I think this is a suboptimal solution, but you could do

我认为这是一个次优的解决方案，但你可以这样做

String.format("%16s", Integer.toBinaryString(1)).replace(' ', '0')

try...

尝试...

String.format("%016d\n", Integer.parseInt(Integer.toBinaryString(256)));

I dont think this is the "correct" way to doing this... but it works :)

我不认为这是这样做的“正确”方式......但它有效:)

There is no binary conversion built into the java.util.Formatter, I would advise you to either use String.replace to replace space character with zeros, as in:

java.util.Formatter 中没有内置二进制转换，我建议您使用 String.replace 用零替换空格字符，如下所示：

String.format("%16s", Integer.toBinaryString(1)).replace(" ", "0")

Or implement your own logic to convert integers to binary representation with added left padding somewhere along the lines given in thisso.
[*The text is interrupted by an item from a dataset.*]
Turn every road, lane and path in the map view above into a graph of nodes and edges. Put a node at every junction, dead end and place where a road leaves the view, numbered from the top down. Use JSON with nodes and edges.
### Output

Or if you really need to pass numbers to format, you can convert your binary representation to BigInteger and then format that with leading zeros, but this is very costly at runtime, as in:

或者实现你自己的逻辑来将整数与沿指定的行加左填充的地方二进制表示该如此。或者，如果您确实需要将数字传递给格式，则可以将二进制表示形式转换为 BigInteger，然后使用前导零对其进行格式化，但这在运行时非常昂贵，例如：

String.format("%016d", new BigInteger(Integer.toBinaryString(1)))
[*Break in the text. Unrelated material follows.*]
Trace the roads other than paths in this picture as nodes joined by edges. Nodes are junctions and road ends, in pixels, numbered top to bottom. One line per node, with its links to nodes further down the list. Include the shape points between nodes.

I do not know "right" solution but I can suggest you a fast patch.

我不知道“正确”的解决方案，但我可以建议你一个快速补丁。

String.format("%16s", Integer.toBinaryString(1)).replace(" ", "0");

I have just tried it and saw that it works fine.

我刚刚尝试过，发现它工作正常。

I was trying all sorts of method calls that I haven't really used before to make this work, they worked with moderate success, until I thought of something that is so simple it just might work, and it did!

我尝试了各种我以前从未真正使用过的方法调用来完成这项工作，它们取得了一定的成功，直到我想到了一些非常简单的东西，它可能会起作用，并且确实如此！

I'm sure it's been thought of before, not sure if it's any good for long string of binary codes but it works fine for 16Bit strings. Hope it helps!! (Note second piece of code is improved)

我确定之前已经考虑过它，不确定它对长串二进制代码是否有好处，但它适用于 16Bit 字符串。希望能帮助到你！！（注意第二段代码已改进）

String binString = Integer.toBinaryString(256);
  while (binString.length() < 16) {    //pad with 16 0's
        binString = "0" + binString;
  }

Thanks to Will on helping improve this answer to make it work with out a loop. This maybe a little clumsy but it works, please improve and comment back if you can....

感谢 Will 帮助改进这个答案，使其在没有循环的情况下工作。这可能有点笨拙，但它有效，如果可以，请改进并评论......

binString = Integer.toBinaryString(256);
int length = 16 - binString.length();
char[] padArray = new char[length];
Arrays.fill(padArray, '0');
String padString = new String(padArray);
binString = padString + binString;

You can use Apache Commons StringUtils. It offers methods for padding strings:

您可以使用 Apache Commons StringUtils。它提供了填充字符串的方法：

StringUtils.leftPad(Integer.toBinaryString(1), 16, '0');

This is an old trick, create a string with 16 0's then append the trimmed binary string you got from String.format("%s", Integer.toBinaryString(1)) and use the right-most 16 characters, lopping off any leading 0's. Better yet, make a function that lets you specify how long of a binary string you want. Of course there are probably a bazillion other ways to accomplish this including libraries, but I'm adding this post to help out a friend :)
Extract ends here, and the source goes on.